Quasiclassical nonlinear plasmon resonance in graphene

TL;DR

This paper explores the unique nonlinear plasmon response in graphene at terahertz frequencies, highlighting how relativistic effects suppress damping and enhance nonlinearity, paving the way for advanced terahertz applications.

Contribution

It reveals how relativistic Klein tunneling suppresses damping and enhances nonlinearity in graphene plasmons, a novel insight into their nonlinear optical behavior.

Findings

Interband plasmon damping is suppressed by Klein tunneling.

Nonlinear intraband response is greatly enhanced near resonance.

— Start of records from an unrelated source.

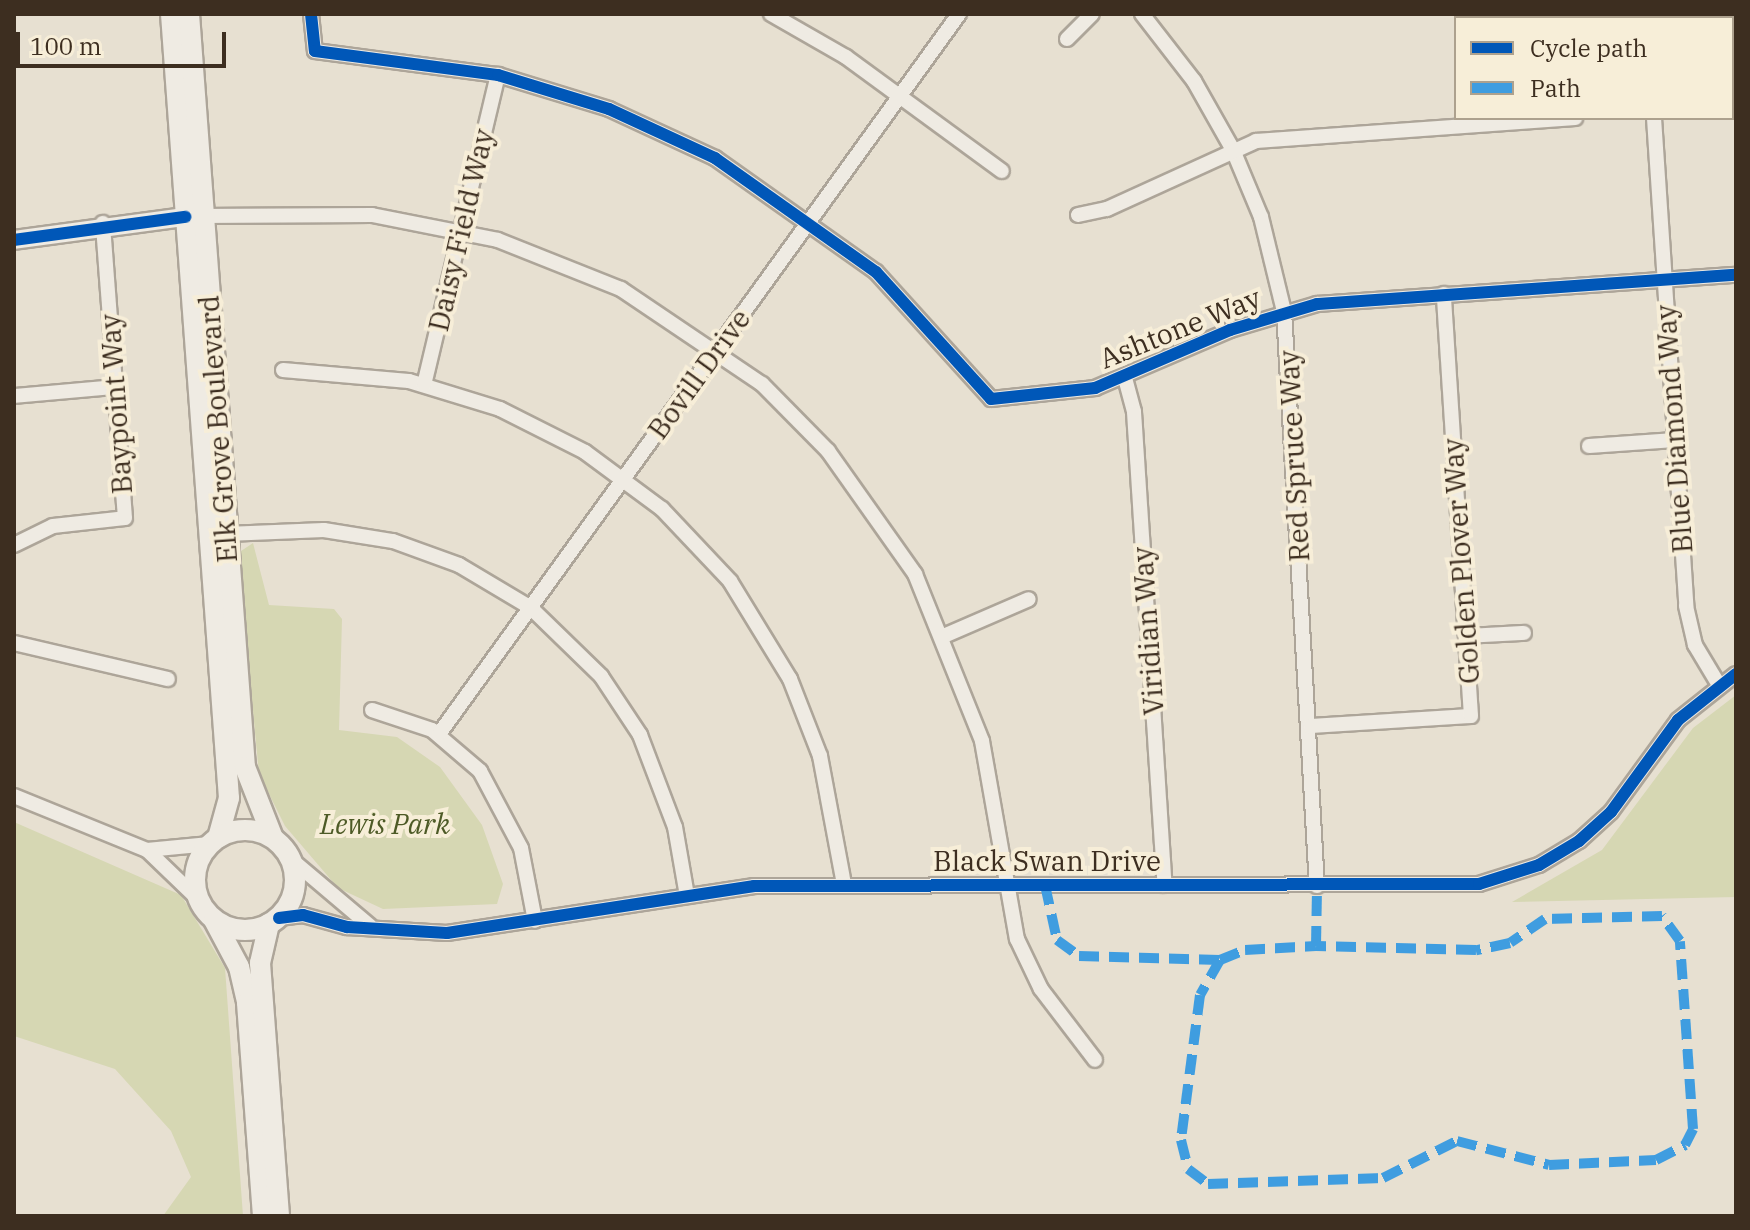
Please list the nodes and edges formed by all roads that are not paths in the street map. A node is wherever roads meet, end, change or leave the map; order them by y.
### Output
1 (171, 14) edge
2 (189, 14) edge
3 (311, 14) edge
4 (771, 14) edge
5 (959, 14) edge
6 (1092, 14) edge
7 (1151, 17) edge
8 (1067, 39) dead end
9 (498, 75) junction
10 (901, 95) junction
11 (1544, 120) edge
12 (1654, 120) edge
13 (1233, 150) junction
14 (1002, 171) dead end
15 (1078, 215) dead end
16 (194, 216) junction
17 (811, 220) junction
18 (103, 223) junction
19 (461, 230) junction
20 (14, 240) edge
21 (1736, 275) edge
22 (1665, 280) junction
23 (1444, 294) junction
24 (1284, 311) junction
25 (718, 349) junction
26 (283, 370) dead end
27 (1125, 378) junction
28 (424, 385) junction
29 (115, 387) junction
30 (14, 396) edge
31 (1675, 440) junction
32 (1589, 446) dead end
33 (624, 478) junction
34 (226, 534) junction
35 (14, 545) edge
36 (1029, 599) dead end
37 (531, 608) junction
38 (1524, 633) dead end
39 (946, 635) junction
40 (1466, 636) junction
41 (14, 643) edge
42 (1736, 674) edge
43 (168, 679) dead end
44 (1719, 685) junction
45 (372, 710) dead end
46 (1310, 726) junction
47 (439, 734) junction
48 (14, 796) edge
49 (273, 838) junction
50 (214, 841) junction
51 (147, 850) junction
52 (292, 860) junction
53 (844, 884) junction
54 (1004, 885) junction
55 (1165, 885) junction
56 (1317, 886) junction
57 (687, 896) junction
58 (198, 899) junction
59 (214, 920) junction
60 (274, 921) junction
61 (535, 921) junction
62 (370, 926) junction
63 (1095, 1060) dead end
64 (263, 1216) edge
65 (279, 1216) edge

1 - 16 main road, Elk Grove Boulevard
2 - 16 main road, Elk Grove Boulevard
3 - 9 street
4 - 10 street
5 - 10 street, Bovill Drive
6 - 8 street
7 - 13 street, Red Spruce Way
9 - 17 street
9 - 19 street, Daisy Field Way
10 - 14 street
10 - 17 street, Bovill Drive
11 - 13 street
12 - 22 street, Blue Diamond Way
13 - 15 street
13 - 24 street, Red Spruce Way
16 - 18 street
16 - 19 street
16 - 34 main road, Elk Grove Boulevard
16 - 50 main road, Elk Grove Boulevard
17 - 25 street, Bovill Drive
17 - 27 street, Ashtone Way
18 - 20 street
18 - 29 street, Baypoint Way
19 - 25 street
19 - 28 street, Daisy Field Way
21 - 22 street, Ashtone Way
22 - 23 street, Ashtone Way
22 - 31 street, Blue Diamond Way
23 - 24 street, Ashtone Way
23 - 40 street, Golden Plover Way
24 - 27 street, Ashtone Way
24 - 46 street, Red Spruce Way
25 - 33 street, Bovill Drive
25 - 39 street
26 - 28 street
27 - 55 street, Viridian Way
28 - 33 street
29 - 30 street
29 - 35 street, Baypoint Way
31 - 32 street
31 - 44 street, Blue Diamond Way
33 - 37 street, Bovill Drive
33 - 53 street
34 - 37 street
34 - 49 main road, Elk Grove Boulevard
36 - 39 street
37 - 47 street, Bovill Drive
37 - 57 street
38 - 40 street
39 - 54 street
40 - 46 street, Golden Plover Way
41 - 43 street
42 - 44 street, Black Swan Drive
44 - 56 street, Black Swan Drive
45 - 47 street
46 - 56 street, Red Spruce Way
47 - 61 street
48 - 51 street
49 - 50 main road
49 - 52 main road
50 - 51 street
50 - 58 main road
51 - 58 street
52 - 60 main road
52 - 62 street
53 - 54 street, Black Swan Drive
53 - 57 street, Black Swan Drive
54 - 55 street, Black Swan Drive
54 - 63 street
55 - 56 street, Black Swan Drive
57 - 61 street, Black Swan Drive
58 - 59 main road
59 - 60 main road
59 - 64 main road
60 - 62 street, Black Swan Drive
60 - 65 main road
61 - 62 street, Black Swan Drive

Extreme sensitivity of plasmon response to intensity suggests new terahertz devices.

Abstract

Electrons in graphene behave like relativistic Dirac particles which can reduce velocity of light by two orders of magnitude in the form of plasmon-polaritons. Here we show how these properties lead to a peculiar nonlinear plasmon response in the quasiclassical regime of terahertz frequencies. On one hand we show how interband plasmon damping is suppressed by the relativistic Klein tunneling effect. On the other hand we demonstrate huge enhancement of the nonlinear intraband response when plasmon velocity approaches the resonance with the electron Fermi velocity. This extreme sensitivity on the plasmon intensity could be used for new terahertz technologies.